Babylon's Ashes (Expanse 6)
Page 90
“My friend in comms?” Salis said. “You know what they say? Found a hidden dump in the data core. Walled off. Think it was what they used to coordinate with the colonies. Confirmations came in from all the gates just before the attack hit. Only funny thing? Two ships didn’t come through.”
Salis cranked his eyebrows up toward his hairline.
Vandercaust grunted. “Were asking me about how many ships came through. Like they wanted a number.”
“Probably why. See if you knew how many came through or how many were supposed to, yeah? Trip you up if you were in on.”
“But didn’t have nothing,” Vandercaust said, tapping his forehead with two fingers. “Bon besse for me.”
Salis put a hand on his arm. The young man looked pained. Aching, but not in the muscles and joints. Not the way he was. “You should let me buy you a drink, coyo. You had a shit week.”

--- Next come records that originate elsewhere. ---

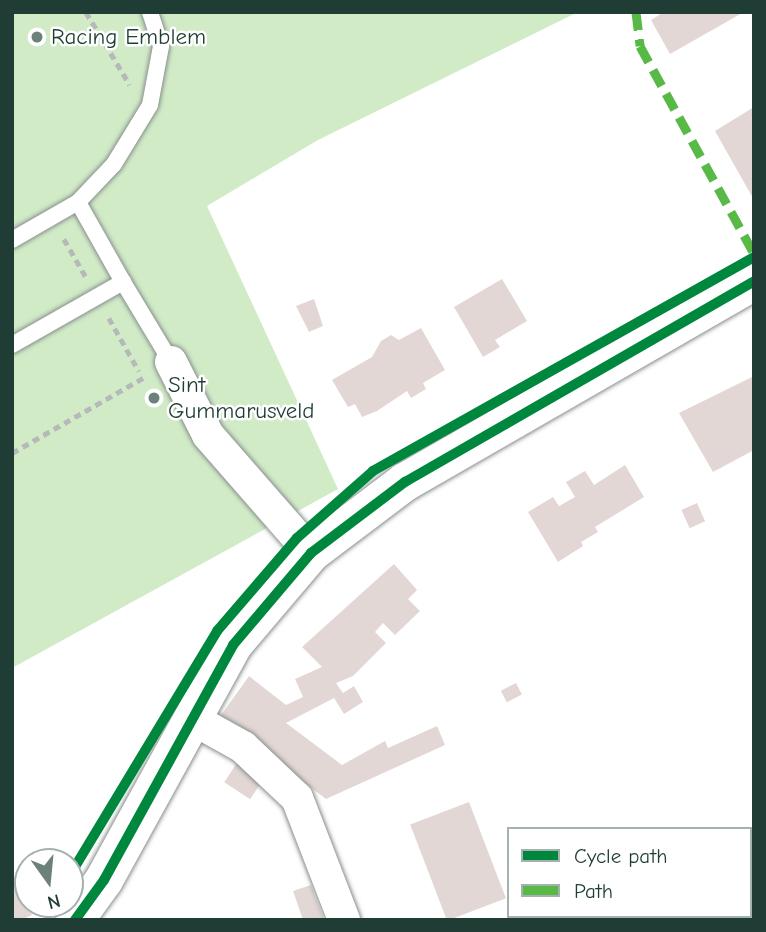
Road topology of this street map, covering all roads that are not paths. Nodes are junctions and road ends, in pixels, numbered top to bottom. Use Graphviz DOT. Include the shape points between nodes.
graph roads {
  1 [pos="150,12"];
  2 [pos="78,202"];
  3 [pos="12,240"];
  4 [pos="754,281"];
  5 [pos="123,282"];
  6 [pos="12,345"];
  7 [pos="172,362"];
  8 [pos="311,553"];
  9 [pos="191,718"];
  10 [pos="75,920"];
  11 [pos="344,920"];
  1 -- 2 [label="lane" via="161,46 149,105 114,164"];
  2 -- 3 [label="lane"];
  2 -- 5 [label="lane"];
  4 -- 8 [label="street" via="405,482"];
  5 -- 6 [label="lane"];
  5 -- 7 [label="lane"];
  7 -- 8 [label="street" via="208,435"];
  8 -- 9 [label="street" via="233,645"];
  9 -- 10 [label="street" via="104,880"];
  9 -- 11 [label="street" via="243,747 297,798"];
}
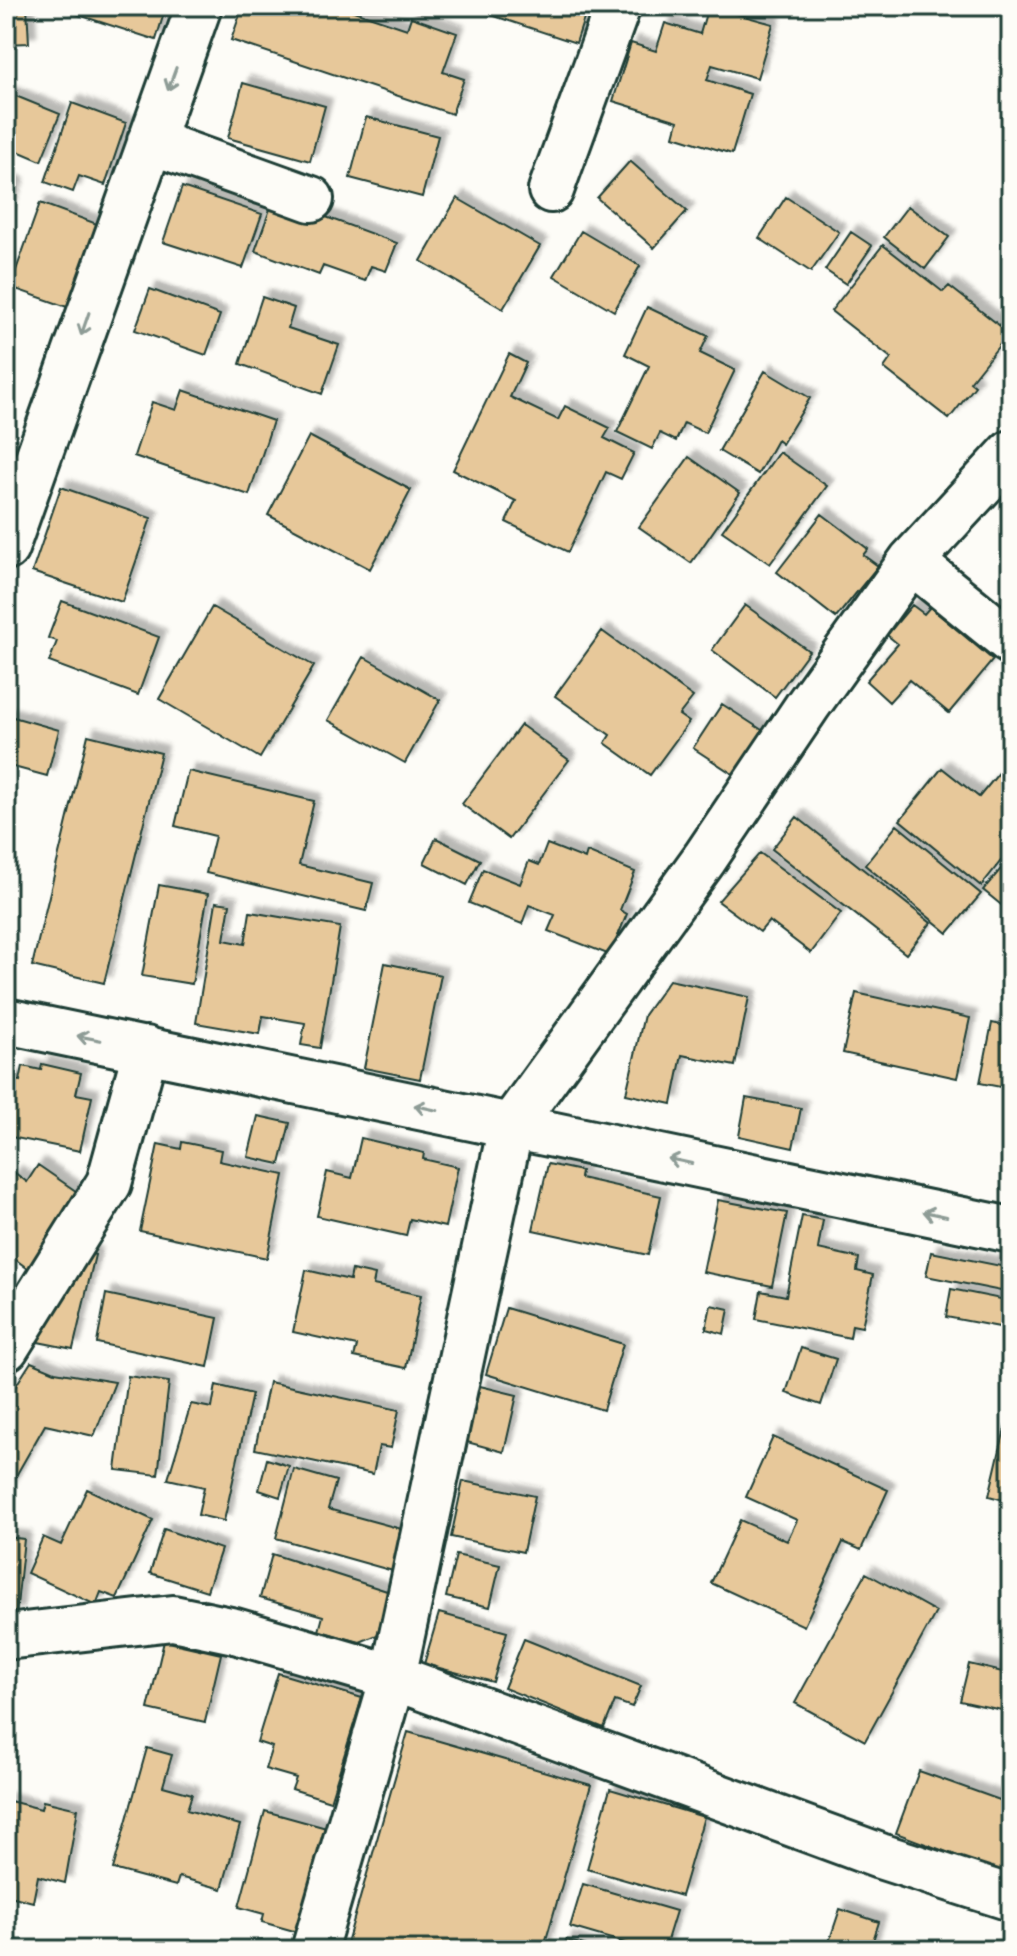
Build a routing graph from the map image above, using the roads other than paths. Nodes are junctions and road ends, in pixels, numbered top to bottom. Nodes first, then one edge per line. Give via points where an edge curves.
1 (199, 6) edge
2 (618, 6) edge
3 (150, 141) junction
4 (551, 190) dead end
5 (311, 199) dead end
6 (1011, 453) edge
7 (6, 548) edge
8 (911, 561) junction
9 (1011, 642) edge
10 (6, 1021) edge
11 (146, 1049) junction
12 (511, 1126) junction
13 (1011, 1230) edge
14 (6, 1348) edge
15 (6, 1637) edge
16 (393, 1677) junction
17 (1011, 1898) edge
18 (314, 1950) edge

1 -> 3 street
2 - 4 street
3 - 5 street
3 -> 7 street
6 - 8 street
8 - 9 street
8 - 12 street
11 -> 10 street
12 -> 11 street
11 - 14 street via 109,1183
13 -> 12 street
12 - 16 street
15 - 16 street via 173,1618
16 - 17 street via 880,1856
16 - 18 street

Vandercaust shrugged. He didn’t know how to explain himself to Salis or Roberts. They were young. They hadn’t seen the things he’d seen. Hadn’t done the thing he’d done. Being picked up by security, locked away, beaten, interrogated. They didn’t scare him in themselves. They scared him for what they said about how it came next. They scared him because they meant that Medina Station wasn’t a new beginning in history. It was and would be as red in the gutter as everyplace else humanity had set its flags.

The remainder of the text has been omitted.